▸ **Task details**:
Repeat exactly, and only, the lines of the entries below from the one with "Which roads connect where in the picture?" through the one with "Turn every road, lane", both ends included.

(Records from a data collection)
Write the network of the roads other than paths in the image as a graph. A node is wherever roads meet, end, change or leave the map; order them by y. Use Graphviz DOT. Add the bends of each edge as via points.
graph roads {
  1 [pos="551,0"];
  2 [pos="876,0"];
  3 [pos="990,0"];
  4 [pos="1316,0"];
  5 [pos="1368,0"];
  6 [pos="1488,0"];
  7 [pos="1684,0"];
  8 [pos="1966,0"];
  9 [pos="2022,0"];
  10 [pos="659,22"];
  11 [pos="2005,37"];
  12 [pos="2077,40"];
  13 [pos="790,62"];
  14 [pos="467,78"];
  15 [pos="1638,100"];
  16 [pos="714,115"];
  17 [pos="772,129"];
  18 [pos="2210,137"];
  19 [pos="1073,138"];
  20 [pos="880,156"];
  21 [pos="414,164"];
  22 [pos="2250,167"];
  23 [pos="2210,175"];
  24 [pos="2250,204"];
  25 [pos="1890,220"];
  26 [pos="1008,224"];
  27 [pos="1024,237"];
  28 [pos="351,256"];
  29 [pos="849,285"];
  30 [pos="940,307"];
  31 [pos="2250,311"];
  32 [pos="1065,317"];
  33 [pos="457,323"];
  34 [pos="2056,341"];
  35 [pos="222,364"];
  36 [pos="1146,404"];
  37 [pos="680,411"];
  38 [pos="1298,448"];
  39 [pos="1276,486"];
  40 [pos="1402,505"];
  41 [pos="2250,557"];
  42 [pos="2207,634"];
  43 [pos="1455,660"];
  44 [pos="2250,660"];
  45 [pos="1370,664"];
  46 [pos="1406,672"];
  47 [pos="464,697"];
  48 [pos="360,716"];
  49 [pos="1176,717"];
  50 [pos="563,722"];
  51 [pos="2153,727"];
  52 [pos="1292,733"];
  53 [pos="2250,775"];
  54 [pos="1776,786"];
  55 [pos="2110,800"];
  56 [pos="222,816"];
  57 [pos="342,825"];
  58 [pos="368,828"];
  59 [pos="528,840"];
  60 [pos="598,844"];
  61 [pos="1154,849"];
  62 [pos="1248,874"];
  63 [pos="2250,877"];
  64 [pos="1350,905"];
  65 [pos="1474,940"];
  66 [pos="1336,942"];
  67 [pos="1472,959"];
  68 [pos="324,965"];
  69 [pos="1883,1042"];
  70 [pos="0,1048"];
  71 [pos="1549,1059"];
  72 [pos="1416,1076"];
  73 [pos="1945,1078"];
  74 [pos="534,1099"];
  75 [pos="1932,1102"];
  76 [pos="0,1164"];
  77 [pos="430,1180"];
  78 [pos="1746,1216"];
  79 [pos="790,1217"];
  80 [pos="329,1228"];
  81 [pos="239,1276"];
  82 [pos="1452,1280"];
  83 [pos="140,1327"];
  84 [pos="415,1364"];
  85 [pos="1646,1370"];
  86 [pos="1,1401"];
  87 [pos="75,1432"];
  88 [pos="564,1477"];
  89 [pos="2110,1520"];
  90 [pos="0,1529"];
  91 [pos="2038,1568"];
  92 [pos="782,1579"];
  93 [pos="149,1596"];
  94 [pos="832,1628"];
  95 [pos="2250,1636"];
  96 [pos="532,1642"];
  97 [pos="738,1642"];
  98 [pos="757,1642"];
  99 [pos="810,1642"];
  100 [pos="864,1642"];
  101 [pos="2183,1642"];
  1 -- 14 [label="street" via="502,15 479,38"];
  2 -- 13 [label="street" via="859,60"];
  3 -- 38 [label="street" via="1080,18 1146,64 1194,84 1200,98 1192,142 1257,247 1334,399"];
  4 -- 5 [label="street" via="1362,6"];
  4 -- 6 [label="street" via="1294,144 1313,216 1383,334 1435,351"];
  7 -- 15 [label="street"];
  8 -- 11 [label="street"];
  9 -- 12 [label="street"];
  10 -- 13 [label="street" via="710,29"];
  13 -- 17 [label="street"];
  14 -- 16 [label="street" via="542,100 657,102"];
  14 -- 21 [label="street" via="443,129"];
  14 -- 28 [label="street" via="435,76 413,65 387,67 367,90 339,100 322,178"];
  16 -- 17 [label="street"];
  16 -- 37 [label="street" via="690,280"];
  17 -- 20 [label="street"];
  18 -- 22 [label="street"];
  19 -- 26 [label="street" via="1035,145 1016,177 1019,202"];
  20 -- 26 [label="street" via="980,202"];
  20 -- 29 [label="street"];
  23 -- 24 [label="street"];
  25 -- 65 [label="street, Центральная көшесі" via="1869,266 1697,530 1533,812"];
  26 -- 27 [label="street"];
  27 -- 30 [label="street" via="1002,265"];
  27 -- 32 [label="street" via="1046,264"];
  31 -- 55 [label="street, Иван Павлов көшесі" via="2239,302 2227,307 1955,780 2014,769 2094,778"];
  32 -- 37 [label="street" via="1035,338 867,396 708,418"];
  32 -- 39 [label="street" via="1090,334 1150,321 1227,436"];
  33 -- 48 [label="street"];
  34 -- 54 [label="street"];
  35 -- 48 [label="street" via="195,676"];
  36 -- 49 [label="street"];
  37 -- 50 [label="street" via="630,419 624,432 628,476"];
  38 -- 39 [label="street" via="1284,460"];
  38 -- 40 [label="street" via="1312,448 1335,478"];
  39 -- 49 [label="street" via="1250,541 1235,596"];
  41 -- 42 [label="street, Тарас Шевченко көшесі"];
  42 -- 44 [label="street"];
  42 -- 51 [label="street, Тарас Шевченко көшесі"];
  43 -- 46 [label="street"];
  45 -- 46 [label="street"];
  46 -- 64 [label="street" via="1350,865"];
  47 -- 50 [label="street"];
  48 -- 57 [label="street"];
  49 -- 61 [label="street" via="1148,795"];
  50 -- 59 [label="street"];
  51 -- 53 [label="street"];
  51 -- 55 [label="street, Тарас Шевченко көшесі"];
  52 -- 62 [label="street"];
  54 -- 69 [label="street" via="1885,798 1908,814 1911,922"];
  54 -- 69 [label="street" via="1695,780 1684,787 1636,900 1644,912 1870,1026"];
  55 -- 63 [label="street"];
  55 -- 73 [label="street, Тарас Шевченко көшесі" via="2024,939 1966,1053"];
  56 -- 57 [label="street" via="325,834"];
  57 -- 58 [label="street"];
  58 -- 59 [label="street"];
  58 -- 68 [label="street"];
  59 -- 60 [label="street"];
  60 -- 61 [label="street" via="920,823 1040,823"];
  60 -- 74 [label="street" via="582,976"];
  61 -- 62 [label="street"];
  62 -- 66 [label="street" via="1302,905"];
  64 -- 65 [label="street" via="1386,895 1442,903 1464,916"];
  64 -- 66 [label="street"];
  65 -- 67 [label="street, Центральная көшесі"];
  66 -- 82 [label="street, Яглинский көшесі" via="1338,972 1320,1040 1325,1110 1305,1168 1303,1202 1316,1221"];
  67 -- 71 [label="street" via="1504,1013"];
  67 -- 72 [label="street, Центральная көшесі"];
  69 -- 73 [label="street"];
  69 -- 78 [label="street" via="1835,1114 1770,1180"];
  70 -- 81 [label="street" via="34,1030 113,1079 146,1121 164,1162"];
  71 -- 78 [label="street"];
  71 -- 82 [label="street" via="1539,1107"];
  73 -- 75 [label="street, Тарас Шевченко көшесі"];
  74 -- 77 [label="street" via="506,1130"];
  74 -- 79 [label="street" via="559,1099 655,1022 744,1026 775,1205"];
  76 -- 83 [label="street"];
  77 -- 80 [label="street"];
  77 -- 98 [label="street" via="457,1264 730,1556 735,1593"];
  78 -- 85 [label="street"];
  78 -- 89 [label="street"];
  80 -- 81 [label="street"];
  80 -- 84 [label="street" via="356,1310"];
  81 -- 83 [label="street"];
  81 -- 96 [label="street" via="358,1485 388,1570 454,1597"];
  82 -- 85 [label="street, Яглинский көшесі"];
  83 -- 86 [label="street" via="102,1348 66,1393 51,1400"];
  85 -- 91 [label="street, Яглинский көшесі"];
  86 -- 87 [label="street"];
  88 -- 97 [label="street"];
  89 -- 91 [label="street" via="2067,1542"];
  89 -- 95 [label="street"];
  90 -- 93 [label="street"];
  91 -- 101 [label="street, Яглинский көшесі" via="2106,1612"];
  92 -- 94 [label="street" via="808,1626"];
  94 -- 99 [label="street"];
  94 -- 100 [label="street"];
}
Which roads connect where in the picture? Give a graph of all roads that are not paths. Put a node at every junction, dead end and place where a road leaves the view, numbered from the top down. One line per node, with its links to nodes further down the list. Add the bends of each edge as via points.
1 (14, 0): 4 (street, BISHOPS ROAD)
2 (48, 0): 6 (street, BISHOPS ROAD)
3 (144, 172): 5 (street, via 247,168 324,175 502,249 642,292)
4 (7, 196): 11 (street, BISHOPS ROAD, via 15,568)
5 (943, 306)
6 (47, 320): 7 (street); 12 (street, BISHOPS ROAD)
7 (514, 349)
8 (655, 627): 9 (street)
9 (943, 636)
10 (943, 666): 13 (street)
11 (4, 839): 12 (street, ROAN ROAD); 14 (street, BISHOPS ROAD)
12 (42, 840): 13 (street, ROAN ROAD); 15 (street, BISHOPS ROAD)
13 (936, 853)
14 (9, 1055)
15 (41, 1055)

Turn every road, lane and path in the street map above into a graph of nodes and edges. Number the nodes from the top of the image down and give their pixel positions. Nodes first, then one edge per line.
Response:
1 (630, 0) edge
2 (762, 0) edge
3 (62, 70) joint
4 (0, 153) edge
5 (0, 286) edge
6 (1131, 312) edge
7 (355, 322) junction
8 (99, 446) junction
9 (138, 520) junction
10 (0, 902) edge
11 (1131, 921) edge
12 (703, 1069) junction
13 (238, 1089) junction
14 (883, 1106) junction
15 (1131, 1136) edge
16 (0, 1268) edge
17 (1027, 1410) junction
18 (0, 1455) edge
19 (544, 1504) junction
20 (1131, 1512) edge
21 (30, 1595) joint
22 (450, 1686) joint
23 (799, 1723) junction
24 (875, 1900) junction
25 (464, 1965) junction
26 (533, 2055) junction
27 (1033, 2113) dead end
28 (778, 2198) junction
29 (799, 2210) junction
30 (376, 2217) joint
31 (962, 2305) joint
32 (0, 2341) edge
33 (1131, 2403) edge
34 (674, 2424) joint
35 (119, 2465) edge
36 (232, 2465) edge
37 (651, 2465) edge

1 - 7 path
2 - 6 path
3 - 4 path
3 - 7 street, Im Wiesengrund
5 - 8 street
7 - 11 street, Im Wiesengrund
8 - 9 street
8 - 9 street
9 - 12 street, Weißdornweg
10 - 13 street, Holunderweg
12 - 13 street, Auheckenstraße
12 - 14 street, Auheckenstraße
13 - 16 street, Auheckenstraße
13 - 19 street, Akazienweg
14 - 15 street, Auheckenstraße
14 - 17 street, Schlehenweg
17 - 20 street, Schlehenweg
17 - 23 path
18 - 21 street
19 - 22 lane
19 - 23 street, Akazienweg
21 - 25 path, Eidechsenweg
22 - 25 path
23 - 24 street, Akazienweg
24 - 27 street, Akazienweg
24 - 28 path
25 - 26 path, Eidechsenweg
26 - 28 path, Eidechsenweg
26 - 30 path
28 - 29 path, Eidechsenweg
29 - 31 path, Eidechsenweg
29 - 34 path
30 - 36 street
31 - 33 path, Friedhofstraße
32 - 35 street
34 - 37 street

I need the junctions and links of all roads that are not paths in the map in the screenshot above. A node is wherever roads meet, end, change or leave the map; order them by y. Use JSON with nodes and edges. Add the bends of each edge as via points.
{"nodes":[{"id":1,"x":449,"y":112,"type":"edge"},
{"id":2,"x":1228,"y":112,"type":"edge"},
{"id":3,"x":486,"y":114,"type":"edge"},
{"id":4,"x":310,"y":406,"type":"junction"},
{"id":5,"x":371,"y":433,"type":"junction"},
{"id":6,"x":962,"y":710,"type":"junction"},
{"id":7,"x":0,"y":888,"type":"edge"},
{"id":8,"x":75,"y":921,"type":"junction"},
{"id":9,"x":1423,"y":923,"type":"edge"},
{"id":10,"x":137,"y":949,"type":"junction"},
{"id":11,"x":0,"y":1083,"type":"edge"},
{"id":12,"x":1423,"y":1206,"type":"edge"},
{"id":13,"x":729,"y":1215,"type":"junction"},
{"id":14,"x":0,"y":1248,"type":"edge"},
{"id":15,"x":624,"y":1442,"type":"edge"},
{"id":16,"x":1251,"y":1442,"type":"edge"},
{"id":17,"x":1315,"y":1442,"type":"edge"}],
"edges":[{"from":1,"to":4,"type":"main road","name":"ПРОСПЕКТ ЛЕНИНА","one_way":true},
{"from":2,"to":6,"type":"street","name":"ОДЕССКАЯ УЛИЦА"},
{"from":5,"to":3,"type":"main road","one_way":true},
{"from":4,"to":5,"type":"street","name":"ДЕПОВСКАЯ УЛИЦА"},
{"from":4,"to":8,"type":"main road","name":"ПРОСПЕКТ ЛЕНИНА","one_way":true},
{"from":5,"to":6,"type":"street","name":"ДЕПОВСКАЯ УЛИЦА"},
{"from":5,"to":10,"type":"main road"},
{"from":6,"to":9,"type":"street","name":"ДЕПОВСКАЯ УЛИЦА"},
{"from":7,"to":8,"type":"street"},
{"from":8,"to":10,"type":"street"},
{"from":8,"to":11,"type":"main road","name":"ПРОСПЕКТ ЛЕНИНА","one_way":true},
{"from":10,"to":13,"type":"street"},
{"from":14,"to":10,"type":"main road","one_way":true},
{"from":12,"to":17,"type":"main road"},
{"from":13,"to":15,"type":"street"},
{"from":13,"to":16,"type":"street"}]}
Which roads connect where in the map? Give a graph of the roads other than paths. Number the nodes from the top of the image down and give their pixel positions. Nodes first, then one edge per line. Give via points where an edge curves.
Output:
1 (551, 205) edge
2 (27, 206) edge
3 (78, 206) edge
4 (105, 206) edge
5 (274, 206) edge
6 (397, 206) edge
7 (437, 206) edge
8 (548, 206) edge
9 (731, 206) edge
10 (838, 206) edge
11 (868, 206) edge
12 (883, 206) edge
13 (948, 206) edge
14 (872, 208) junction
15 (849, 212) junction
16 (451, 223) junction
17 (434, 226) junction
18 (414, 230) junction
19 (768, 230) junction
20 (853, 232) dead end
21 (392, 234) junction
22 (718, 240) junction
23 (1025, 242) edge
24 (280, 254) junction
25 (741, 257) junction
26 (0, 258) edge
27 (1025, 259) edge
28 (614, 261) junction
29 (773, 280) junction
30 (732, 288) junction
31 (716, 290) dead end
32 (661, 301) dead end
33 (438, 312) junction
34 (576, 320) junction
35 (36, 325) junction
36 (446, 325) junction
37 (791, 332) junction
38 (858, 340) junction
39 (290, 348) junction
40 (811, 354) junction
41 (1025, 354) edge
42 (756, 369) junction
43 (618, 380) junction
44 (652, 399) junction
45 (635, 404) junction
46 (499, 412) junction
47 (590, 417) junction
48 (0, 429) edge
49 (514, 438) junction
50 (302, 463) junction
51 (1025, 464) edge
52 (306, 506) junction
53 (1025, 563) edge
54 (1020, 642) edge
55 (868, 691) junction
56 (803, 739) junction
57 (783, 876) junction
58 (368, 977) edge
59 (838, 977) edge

▸ **Task output**:
Which roads connect where in the picture? Give a graph of all roads that are not paths. Put a node at every junction, dead end and place where a road leaves the view, numbered from the top down. One line per node, with its links to nodes further down the list. Add the bends of each edge as via points.
1 (14, 0): 4 (street, BISHOPS ROAD)
2 (48, 0): 6 (street, BISHOPS ROAD)
3 (144, 172): 5 (street, via 247,168 324,175 502,249 642,292)
4 (7, 196): 11 (street, BISHOPS ROAD, via 15,568)
5 (943, 306)
6 (47, 320): 7 (street); 12 (street, BISHOPS ROAD)
7 (514, 349)
8 (655, 627): 9 (street)
9 (943, 636)
10 (943, 666): 13 (street)
11 (4, 839): 12 (street, ROAN ROAD); 14 (street, BISHOPS ROAD)
12 (42, 840): 13 (street, ROAN ROAD); 15 (street, BISHOPS ROAD)
13 (936, 853)
14 (9, 1055)
15 (41, 1055)

Turn every road, lane and path in the street map above into a graph of nodes and edges. Number the nodes from the top of the image down and give their pixel positions. Nodes first, then one edge per line.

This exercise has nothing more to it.